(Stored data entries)
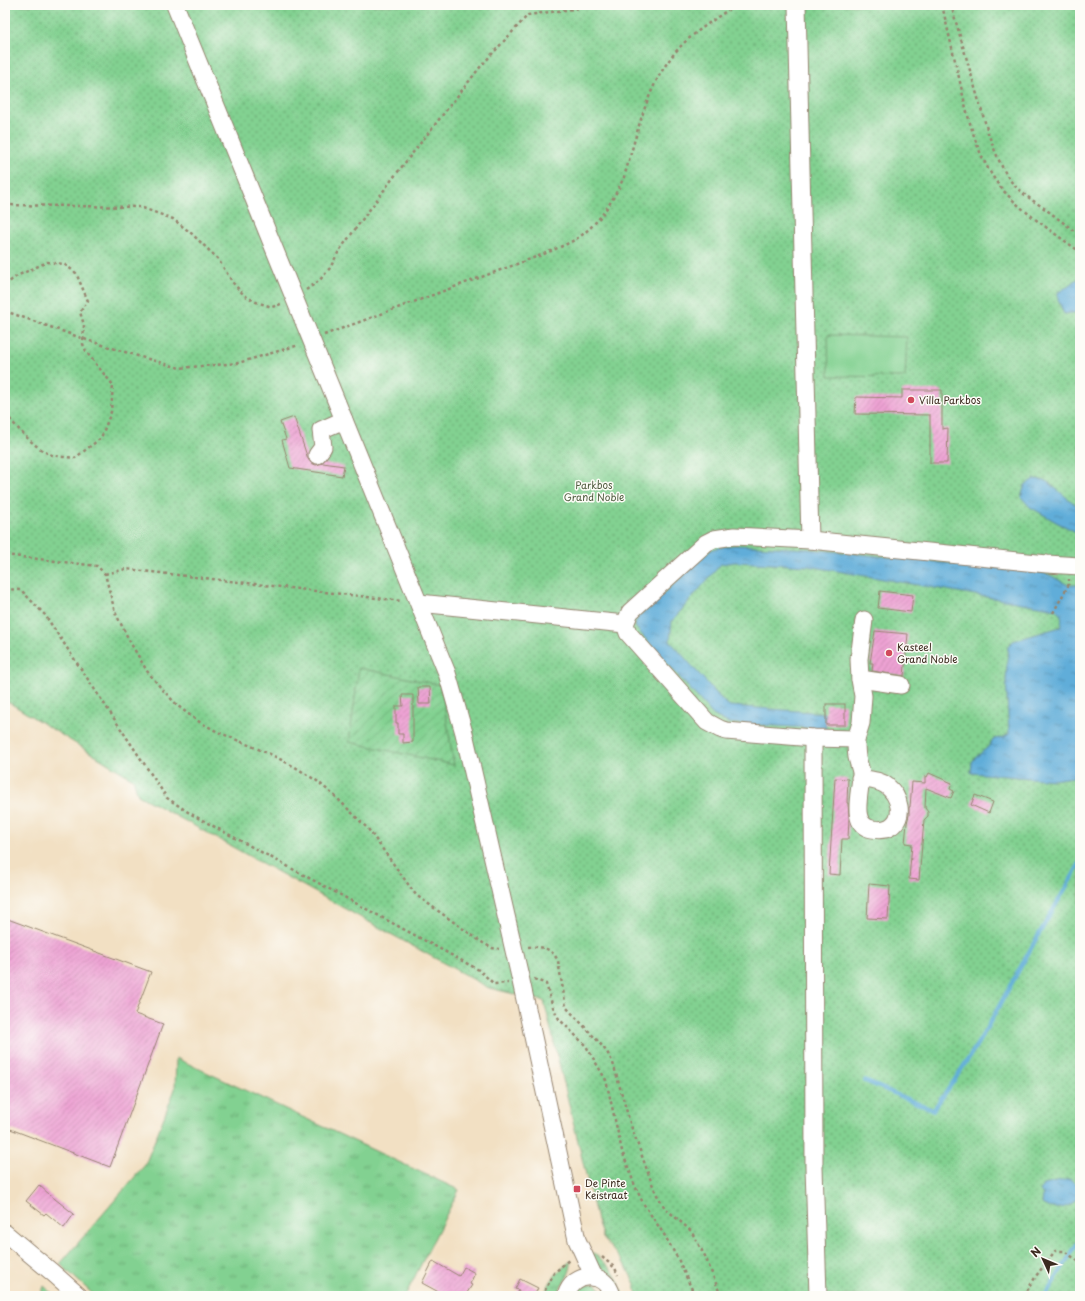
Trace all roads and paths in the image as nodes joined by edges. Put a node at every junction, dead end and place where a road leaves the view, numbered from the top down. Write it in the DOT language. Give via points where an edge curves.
graph roads {
  1 [pos="175,5"];
  2 [pos="603,5"];
  3 [pos="735,5"];
  4 [pos="797,5"];
  5 [pos="942,5"];
  6 [pos="951,5"];
  7 [pos="5,205"];
  8 [pos="1080,235"];
  9 [pos="1080,252"];
  10 [pos="5,285"];
  11 [pos="295,298"];
  12 [pos="5,311"];
  13 [pos="83,338"];
  14 [pos="312,340"];
  15 [pos="5,413"];
  16 [pos="344,420"];
  17 [pos="317,455"];
  18 [pos="810,540"];
  19 [pos="5,555"];
  20 [pos="1080,566"];
  21 [pos="105,574"];
  22 [pos="1069,584"];
  23 [pos="5,589"];
  24 [pos="419,603"];
  25 [pos="1053,613"];
  26 [pos="864,620"];
  27 [pos="625,624"];
  28 [pos="860,679"];
  29 [pos="901,685"];
  30 [pos="813,738"];
  31 [pos="856,739"];
  32 [pos="860,778"];
  33 [pos="513,948"];
  34 [pos="521,981"];
  35 [pos="5,1233"];
  36 [pos="576,1249"];
  37 [pos="1080,1259"];
  38 [pos="594,1277"];
  39 [pos="576,1280"];
  40 [pos="542,1295"];
  41 [pos="79,1296"];
  42 [pos="566,1296"];
  43 [pos="612,1296"];
  44 [pos="695,1296"];
  45 [pos="722,1296"];
  46 [pos="818,1296"];
  47 [pos="1024,1296"];
  1 -- 11 [label="street"];
  2 -- 11 [label="path" via="528,15 481,66 393,178 326,272"];
  3 -- 14 [label="path" via="679,48 667,64 650,93 619,188 603,212 575,240 544,254"];
  4 -- 18 [label="street"];
  5 -- 9 [label="path" via="971,129 980,153 998,184 1008,195"];
  6 -- 8 [label="path" via="989,136 1008,175 1015,187 1029,199"];
  7 -- 11 [label="path" via="140,207 173,219 191,233 218,260 244,295 272,307"];
  10 -- 13 [label="path" via="17,276 47,262 64,264 76,273 88,301 80,312 84,325"];
  11 -- 14 [label="street"];
  12 -- 13 [label="path"];
  13 -- 14 [label="path" via="180,368 238,363"];
  13 -- 15 [label="path" via="87,353 112,384 111,412 101,438 75,458 53,455 39,448"];
  14 -- 16 [label="street"];
  16 -- 17 [label="street" via="321,430 323,447"];
  16 -- 24 [label="street"];
  18 -- 20 [label="street"];
  18 -- 27 [label="street" via="734,536 710,541 633,609"];
  19 -- 21 [label="path" via="97,566"];
  21 -- 24 [label="path" via="126,569"];
  21 -- 33 [label="path" via="115,612 130,642 147,670 178,706 218,732 270,754 317,781 368,829 416,895 492,948"];
  22 -- 25 [label="path"];
  23 -- 34 [label="path" via="21,590 45,615 167,798 198,818 479,970 494,984"];
  24 -- 27 [label="street"];
  24 -- 33 [label="street" via="447,673 464,733"];
  26 -- 28 [label="street" via="859,659"];
  27 -- 30 [label="street" via="628,633 707,722 726,731"];
  28 -- 29 [label="street"];
  28 -- 31 [label="street" via="863,696 861,723"];
  30 -- 31 [label="street"];
  30 -- 46 [label="street" via="814,1167"];
  31 -- 32 [label="street"];
  33 -- 34 [label="street"];
  33 -- 45 [label="path" via="537,946 555,955 566,1007 597,1040 613,1063 637,1143 657,1195 665,1208 691,1231"];
  34 -- 36 [label="street"];
  34 -- 44 [label="path" via="536,979 546,984 559,1019 586,1046 606,1080 622,1151 635,1186 678,1259"];
  35 -- 41 [label="street"];
  36 -- 38 [label="street"];
  36 -- 39 [label="street"];
  36 -- 40 [label="path" via="554,1273"];
  37 -- 47 [label="path" via="1078,1261 1064,1251 1055,1251"];
  38 -- 39 [label="street"];
  38 -- 43 [label="street" via="606,1283"];
  39 -- 42 [label="street"];
}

**ACTIVITY**. Every line above holding the string "roads" should be listed.

**ANSWER FOR THIS EXERCISE**.
Trace all roads and paths in the image as nodes joined by edges. Put a node at every junction, dead end and place where a road leaves the view, numbered from the top down. Write it in the DOT language. Give via points where an edge curves.
graph roads {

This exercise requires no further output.